[[ THE DATA, beginning ]]
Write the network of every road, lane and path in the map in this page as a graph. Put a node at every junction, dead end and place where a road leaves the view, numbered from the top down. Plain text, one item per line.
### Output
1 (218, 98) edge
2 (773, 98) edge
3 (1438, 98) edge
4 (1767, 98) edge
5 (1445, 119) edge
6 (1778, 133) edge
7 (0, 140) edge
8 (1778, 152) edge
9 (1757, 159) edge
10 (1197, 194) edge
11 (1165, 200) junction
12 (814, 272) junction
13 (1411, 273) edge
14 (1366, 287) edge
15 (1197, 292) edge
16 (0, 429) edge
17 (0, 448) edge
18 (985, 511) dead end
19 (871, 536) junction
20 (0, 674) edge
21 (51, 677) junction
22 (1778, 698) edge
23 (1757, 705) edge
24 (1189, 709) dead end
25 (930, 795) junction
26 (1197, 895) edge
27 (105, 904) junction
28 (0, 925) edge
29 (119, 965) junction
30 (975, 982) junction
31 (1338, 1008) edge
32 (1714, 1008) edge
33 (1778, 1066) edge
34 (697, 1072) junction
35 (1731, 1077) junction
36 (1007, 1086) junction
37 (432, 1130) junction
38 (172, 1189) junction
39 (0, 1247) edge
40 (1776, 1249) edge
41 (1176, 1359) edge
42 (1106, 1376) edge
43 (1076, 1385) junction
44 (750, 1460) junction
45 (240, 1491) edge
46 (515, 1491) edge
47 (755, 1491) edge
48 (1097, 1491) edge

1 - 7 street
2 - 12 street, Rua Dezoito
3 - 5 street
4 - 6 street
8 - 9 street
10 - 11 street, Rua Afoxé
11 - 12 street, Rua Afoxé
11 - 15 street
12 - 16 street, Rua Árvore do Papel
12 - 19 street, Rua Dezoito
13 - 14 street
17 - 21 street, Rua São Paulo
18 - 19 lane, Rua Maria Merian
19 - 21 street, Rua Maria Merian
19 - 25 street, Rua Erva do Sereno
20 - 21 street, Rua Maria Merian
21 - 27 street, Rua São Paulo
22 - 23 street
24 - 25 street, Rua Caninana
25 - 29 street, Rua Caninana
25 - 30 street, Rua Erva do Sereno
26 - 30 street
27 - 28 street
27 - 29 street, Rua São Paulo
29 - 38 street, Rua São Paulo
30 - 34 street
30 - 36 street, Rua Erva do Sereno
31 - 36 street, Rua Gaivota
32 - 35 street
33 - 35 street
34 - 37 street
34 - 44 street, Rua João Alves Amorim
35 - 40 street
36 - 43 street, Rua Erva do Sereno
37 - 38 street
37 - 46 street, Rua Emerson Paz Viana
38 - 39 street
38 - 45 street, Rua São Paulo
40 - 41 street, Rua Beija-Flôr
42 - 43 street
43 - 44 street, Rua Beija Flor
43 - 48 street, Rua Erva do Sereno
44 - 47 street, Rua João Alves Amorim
[[ THE DATA, end ]]
### PROBLEM TO SOLVE
For this exercise, write out all of the data exactly.

### WRITTEN ANSWER
Write the network of every road, lane and path in the map in this page as a graph. Put a node at every junction, dead end and place where a road leaves the view, numbered from the top down. Plain text, one item per line.
### Output
1 (218, 98) edge
2 (773, 98) edge
3 (1438, 98) edge
4 (1767, 98) edge
5 (1445, 119) edge
6 (1778, 133) edge
7 (0, 140) edge
8 (1778, 152) edge
9 (1757, 159) edge
10 (1197, 194) edge
11 (1165, 200) junction
12 (814, 272) junction
13 (1411, 273) edge
14 (1366, 287) edge
15 (1197, 292) edge
16 (0, 429) edge
17 (0, 448) edge
18 (985, 511) dead end
19 (871, 536) junction
20 (0, 674) edge
21 (51, 677) junction
22 (1778, 698) edge
23 (1757, 705) edge
24 (1189, 709) dead end
25 (930, 795) junction
26 (1197, 895) edge
27 (105, 904) junction
28 (0, 925) edge
29 (119, 965) junction
30 (975, 982) junction
31 (1338, 1008) edge
32 (1714, 1008) edge
33 (1778, 1066) edge
34 (697, 1072) junction
35 (1731, 1077) junction
36 (1007, 1086) junction
37 (432, 1130) junction
38 (172, 1189) junction
39 (0, 1247) edge
40 (1776, 1249) edge
41 (1176, 1359) edge
42 (1106, 1376) edge
43 (1076, 1385) junction
44 (750, 1460) junction
45 (240, 1491) edge
46 (515, 1491) edge
47 (755, 1491) edge
48 (1097, 1491) edge

1 - 7 street
2 - 12 street, Rua Dezoito
3 - 5 street
4 - 6 street
8 - 9 street
10 - 11 street, Rua Afoxé
11 - 12 street, Rua Afoxé
11 - 15 street
12 - 16 street, Rua Árvore do Papel
12 - 19 street, Rua Dezoito
13 - 14 street
17 - 21 street, Rua São Paulo
18 - 19 lane, Rua Maria Merian
19 - 21 street, Rua Maria Merian
19 - 25 street, Rua Erva do Sereno
20 - 21 street, Rua Maria Merian
21 - 27 street, Rua São Paulo
22 - 23 street
24 - 25 street, Rua Caninana
25 - 29 street, Rua Caninana
25 - 30 street, Rua Erva do Sereno
26 - 30 street
27 - 28 street
27 - 29 street, Rua São Paulo
29 - 38 street, Rua São Paulo
30 - 34 street
30 - 36 street, Rua Erva do Sereno
31 - 36 street, Rua Gaivota
32 - 35 street
33 - 35 street
34 - 37 street
34 - 44 street, Rua João Alves Amorim
35 - 40 street
36 - 43 street, Rua Erva do Sereno
37 - 38 street
37 - 46 street, Rua Emerson Paz Viana
38 - 39 street
38 - 45 street, Rua São Paulo
40 - 41 street, Rua Beija-Flôr
42 - 43 street
43 - 44 street, Rua Beija Flor
43 - 48 street, Rua Erva do Sereno
44 - 47 street, Rua João Alves Amorim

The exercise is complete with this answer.